1.1 Tropical Field Programs, Especially GATE, in Historical Perspective

Thursday, 27 January 2011: 8:30 AM
4C-3 (Washington State Convention Center)
Edward Zipser, Univ. of Utah, Salt Lake City, UT

During the 1960s and 1970s, the atmospheric science community was fully engaged in planning the Global Atmospheric Research Program (GARP) and its Atlantic Tropical Experiment (GATE), the Monsoon Experiment (MONEX) and the First GARP Global Experiment (FGGE). These programs had their intellectual roots in the famous "Charney Report", which proclaimed that the era of the 2-week forecast was within our reach. That is, if we could solve the nasty little problem of tropical convection and how to parameterize it, which became the motivation for GATE. But the real intellectual achievement that had more influence on the planning for GATE, and what was accomplished in the field, came from a revolutionary paper authored by Yanai, Esbensen, and Chu, and shortly thereafter, Arakawa and Schubert. Jule Charney never tired of explaining to anyone who would listen how we should design our field programs around these new paradigms.

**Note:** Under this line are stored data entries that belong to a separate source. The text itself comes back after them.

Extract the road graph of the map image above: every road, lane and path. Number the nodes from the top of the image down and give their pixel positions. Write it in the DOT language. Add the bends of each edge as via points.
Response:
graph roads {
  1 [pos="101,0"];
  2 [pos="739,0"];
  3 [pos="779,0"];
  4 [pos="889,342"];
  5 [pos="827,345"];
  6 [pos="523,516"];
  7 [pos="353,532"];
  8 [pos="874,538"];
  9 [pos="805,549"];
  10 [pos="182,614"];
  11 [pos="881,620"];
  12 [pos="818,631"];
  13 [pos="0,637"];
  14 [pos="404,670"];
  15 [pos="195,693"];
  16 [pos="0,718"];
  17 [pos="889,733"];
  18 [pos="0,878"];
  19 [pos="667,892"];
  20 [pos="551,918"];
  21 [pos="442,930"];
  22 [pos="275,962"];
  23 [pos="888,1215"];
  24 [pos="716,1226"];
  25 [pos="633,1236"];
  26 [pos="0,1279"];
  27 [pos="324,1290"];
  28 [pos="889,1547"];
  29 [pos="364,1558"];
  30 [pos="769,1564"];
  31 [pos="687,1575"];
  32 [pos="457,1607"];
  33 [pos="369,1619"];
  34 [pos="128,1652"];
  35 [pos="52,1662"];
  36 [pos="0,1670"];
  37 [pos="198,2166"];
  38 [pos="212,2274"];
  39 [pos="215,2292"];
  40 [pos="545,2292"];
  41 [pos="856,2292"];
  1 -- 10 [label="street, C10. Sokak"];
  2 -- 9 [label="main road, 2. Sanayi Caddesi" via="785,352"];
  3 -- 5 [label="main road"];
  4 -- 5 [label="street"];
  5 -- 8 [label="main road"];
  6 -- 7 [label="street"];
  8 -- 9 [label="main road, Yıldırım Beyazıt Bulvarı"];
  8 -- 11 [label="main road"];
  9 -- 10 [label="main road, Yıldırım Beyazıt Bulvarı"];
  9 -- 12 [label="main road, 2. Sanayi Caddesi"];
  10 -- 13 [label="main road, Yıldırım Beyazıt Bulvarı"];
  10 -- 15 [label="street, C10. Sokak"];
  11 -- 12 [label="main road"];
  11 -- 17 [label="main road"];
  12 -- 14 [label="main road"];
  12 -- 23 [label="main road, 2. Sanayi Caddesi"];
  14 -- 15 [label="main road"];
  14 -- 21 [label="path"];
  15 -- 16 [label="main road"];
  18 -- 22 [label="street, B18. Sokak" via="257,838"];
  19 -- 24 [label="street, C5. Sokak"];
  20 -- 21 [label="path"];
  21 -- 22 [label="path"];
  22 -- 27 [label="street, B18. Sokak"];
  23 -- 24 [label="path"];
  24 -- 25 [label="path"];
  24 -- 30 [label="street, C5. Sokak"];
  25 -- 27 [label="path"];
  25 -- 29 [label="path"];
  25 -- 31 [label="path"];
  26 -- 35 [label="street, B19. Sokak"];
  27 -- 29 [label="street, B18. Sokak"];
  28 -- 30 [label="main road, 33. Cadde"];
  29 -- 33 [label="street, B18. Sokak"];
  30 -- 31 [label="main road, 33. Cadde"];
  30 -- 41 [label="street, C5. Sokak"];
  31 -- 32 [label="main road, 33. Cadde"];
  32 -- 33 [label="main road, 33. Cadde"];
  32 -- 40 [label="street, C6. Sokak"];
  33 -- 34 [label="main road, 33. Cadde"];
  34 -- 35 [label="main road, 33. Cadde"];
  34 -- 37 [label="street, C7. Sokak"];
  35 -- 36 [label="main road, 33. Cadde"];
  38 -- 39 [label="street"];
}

If we had taken Charney literally, we might not have accomplished as much as we did, because some scientists were so enthralled with the notion proposed by these papers that all we needed to do was to measure along a line integral, calculate Q1 and Q2, and deduce the net effect of deep convection, that we could greatly simplify the aircraft program. Fortunately, Yanai himself helped us see that the very presence of mesoscale organization confounded the simple notions of scale separation that might have made the parameterization problem more tractable. This talk outlines some of the ways in which the inconvenient aspects of the multi-scale structure of deep convection have been handled in a long series of field programs, some of the lessons that have been learned, and some of the issues that remain for the next generation.